Physiological adaptations

  • Improved lactate buffering

  • Faster lactate clearance and reuse

  • Greater tolerance to acidosis

  • Better ability to sustain power under fatigue

Neuromuscular adaptations

  • Maintain form and coordination when tired

  • Delay loss of pedal smoothness and force application

Mental adaptations

  • Staying composed when discomfort spikes

  • Not backing off just because it hurts

  • Learning the difference between pain and failure

This is not “junk suffering.” It’s very targeted stress.

Why We Progress Reps Over Time

We don’t start by living deep in that discomfort.

A smart progression looks like this:

  • Shorter reps first (around 2 minutes)

  • Gradually extending toward 3-minute efforts

  • Carefully managing total volume

At the high end, 15–20 minutes of total anaerobic work, typically done as 3–5 minute reps, represents elite-level capacity. That’s top of the line and not something you rush.

How This Transfers to Real Cycling Performance

This work shows up everywhere:

  • Bridging gaps

  • Responding to surges

  • Sustaining hard climbs

  • Holding power late in races

  • Staying aggressive when others fade

Athletes who can tolerate lactate don’t panic when intensity spikes — they lean into it. Anaerobic work is uncomfortable by design. But when applied correctly, it’s one of the most powerful tools we have to raise performance ceilings. The goal isn’t to suffer blindly. The goal is to expand how long you can stay effective once things get hard. Train it with intent, progress it patiently, and respect the stress — and it will pay you back on race day.

Mental Cues for the 90–180 Second Window

This is the window where most athletes give time back — not because they’re empty, but because their brain starts negotiating. Having cues ready before you enter the effort is critical.

0–60 seconds:

Settle, don’t spike

What’s happening: Effort ramps, breathing rises, legs load.

Mental focus:

  • “Smooth first, hard second.”

  • “I’m setting the table.”

  • “Relax the face, relax the shoulders.”

Cue: Control early so you have room later.

60–90 seconds:

Commit

What’s happening: Discomfort is noticeable, but still manageable.

Mental focus:

  • “This is exactly where I’m supposed to be.”

  • “Stay tall, stay smooth.”

  • “I choose this effort.”

Cue: This is the buy-in phase — no backing off.

90–120 seconds:

Don’t react

What’s happening: Lactate floods, breathing spikes, legs burn.
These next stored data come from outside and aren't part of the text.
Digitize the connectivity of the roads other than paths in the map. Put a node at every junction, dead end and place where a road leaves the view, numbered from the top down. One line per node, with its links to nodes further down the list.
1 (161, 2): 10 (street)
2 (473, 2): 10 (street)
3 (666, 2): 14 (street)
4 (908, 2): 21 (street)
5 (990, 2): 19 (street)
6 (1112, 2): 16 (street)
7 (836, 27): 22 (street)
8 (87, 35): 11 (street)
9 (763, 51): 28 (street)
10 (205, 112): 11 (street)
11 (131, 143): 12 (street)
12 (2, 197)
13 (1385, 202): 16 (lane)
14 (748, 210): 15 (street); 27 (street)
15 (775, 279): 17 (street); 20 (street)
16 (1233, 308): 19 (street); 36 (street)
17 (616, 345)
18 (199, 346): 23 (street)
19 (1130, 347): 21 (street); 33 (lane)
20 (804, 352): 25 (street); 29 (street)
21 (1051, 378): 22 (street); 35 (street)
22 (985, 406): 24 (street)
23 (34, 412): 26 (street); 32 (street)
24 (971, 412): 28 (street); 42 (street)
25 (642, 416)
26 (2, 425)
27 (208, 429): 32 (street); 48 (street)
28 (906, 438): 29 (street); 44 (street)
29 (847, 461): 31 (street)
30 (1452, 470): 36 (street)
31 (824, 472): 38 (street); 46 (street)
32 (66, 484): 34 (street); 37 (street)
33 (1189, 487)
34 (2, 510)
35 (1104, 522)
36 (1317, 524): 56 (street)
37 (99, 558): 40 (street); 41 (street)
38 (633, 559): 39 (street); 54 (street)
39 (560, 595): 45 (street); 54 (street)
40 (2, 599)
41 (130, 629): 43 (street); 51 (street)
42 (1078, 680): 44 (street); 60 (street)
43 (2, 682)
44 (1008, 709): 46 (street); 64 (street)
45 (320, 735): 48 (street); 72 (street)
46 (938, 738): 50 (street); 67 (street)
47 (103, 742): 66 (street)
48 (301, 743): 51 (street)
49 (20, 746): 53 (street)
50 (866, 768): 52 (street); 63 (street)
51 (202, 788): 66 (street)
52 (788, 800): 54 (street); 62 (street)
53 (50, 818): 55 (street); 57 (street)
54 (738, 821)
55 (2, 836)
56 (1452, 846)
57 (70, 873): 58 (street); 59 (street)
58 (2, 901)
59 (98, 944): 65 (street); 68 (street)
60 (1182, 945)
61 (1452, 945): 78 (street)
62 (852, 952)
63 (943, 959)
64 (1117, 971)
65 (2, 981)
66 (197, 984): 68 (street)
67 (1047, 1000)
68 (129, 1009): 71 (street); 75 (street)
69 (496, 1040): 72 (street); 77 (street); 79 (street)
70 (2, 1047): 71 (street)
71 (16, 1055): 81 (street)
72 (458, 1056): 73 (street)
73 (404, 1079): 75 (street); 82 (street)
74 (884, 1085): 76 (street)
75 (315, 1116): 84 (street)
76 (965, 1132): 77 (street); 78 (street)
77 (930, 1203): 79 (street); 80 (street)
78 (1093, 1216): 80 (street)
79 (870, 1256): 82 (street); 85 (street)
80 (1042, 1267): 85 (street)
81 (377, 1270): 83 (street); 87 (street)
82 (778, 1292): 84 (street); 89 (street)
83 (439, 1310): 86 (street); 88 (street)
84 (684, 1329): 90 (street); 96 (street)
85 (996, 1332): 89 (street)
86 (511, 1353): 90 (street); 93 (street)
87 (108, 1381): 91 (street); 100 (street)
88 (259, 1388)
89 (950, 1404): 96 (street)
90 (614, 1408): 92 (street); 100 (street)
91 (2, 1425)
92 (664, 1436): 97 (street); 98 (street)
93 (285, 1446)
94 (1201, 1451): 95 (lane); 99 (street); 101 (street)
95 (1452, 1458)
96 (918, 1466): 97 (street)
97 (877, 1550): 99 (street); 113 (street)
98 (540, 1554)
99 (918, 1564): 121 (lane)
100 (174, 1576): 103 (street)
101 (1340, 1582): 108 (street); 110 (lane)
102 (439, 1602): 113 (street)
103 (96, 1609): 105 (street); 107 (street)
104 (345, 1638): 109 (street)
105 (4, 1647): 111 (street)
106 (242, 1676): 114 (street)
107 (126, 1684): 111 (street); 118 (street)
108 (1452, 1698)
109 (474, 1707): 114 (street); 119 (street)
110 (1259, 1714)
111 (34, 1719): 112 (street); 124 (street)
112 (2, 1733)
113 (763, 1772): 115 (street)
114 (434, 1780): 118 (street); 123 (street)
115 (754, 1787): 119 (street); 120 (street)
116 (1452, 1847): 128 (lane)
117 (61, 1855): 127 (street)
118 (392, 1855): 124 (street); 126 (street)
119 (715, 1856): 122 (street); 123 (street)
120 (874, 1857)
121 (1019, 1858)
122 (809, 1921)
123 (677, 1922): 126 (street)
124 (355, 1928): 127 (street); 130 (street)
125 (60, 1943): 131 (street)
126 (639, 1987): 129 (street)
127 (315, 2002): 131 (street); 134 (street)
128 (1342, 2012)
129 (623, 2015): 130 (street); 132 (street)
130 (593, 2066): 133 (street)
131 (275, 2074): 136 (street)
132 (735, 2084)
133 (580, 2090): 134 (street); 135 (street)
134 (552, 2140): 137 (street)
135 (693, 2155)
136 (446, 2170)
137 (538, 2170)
This is where most athletes panic and fade.

Mental focus:

  • “Nothing is wrong.”

  • “This feeling is temporary.”

  • “Breathe out longer.”

Cue: Observe the discomfort, don’t negotiate with it.

120–180 seconds:

Execute, not survive

What’s happening: Power feels fragile, form wants to fall apart.

Your job is precision, not heroics.

Mental focus:

  • “One more pedal stroke.”

  • “Strong circles.”

  • “Calm pressure.”

Cue: Narrow the focus — shrink the moment.

End of the Rep:

Finish with intent

How you end reps matters.

  • Don’t quit early.

  • Don’t surge wildly.

  • Finish in control, even if it’s ugly.

Cue: Finish strong, recover proud.

The Key Mental Skill This Work Trains

Anaerobic training isn’t just about physiology — it teaches you to:

  • Stay calm when your body is loud

  • Separate sensation from danger

  • Keep executing when comfort disappears

Athletes who master this don’t fear surges, climbs, or late-race pressure.

They recognize the feeling — and know they can stay with it.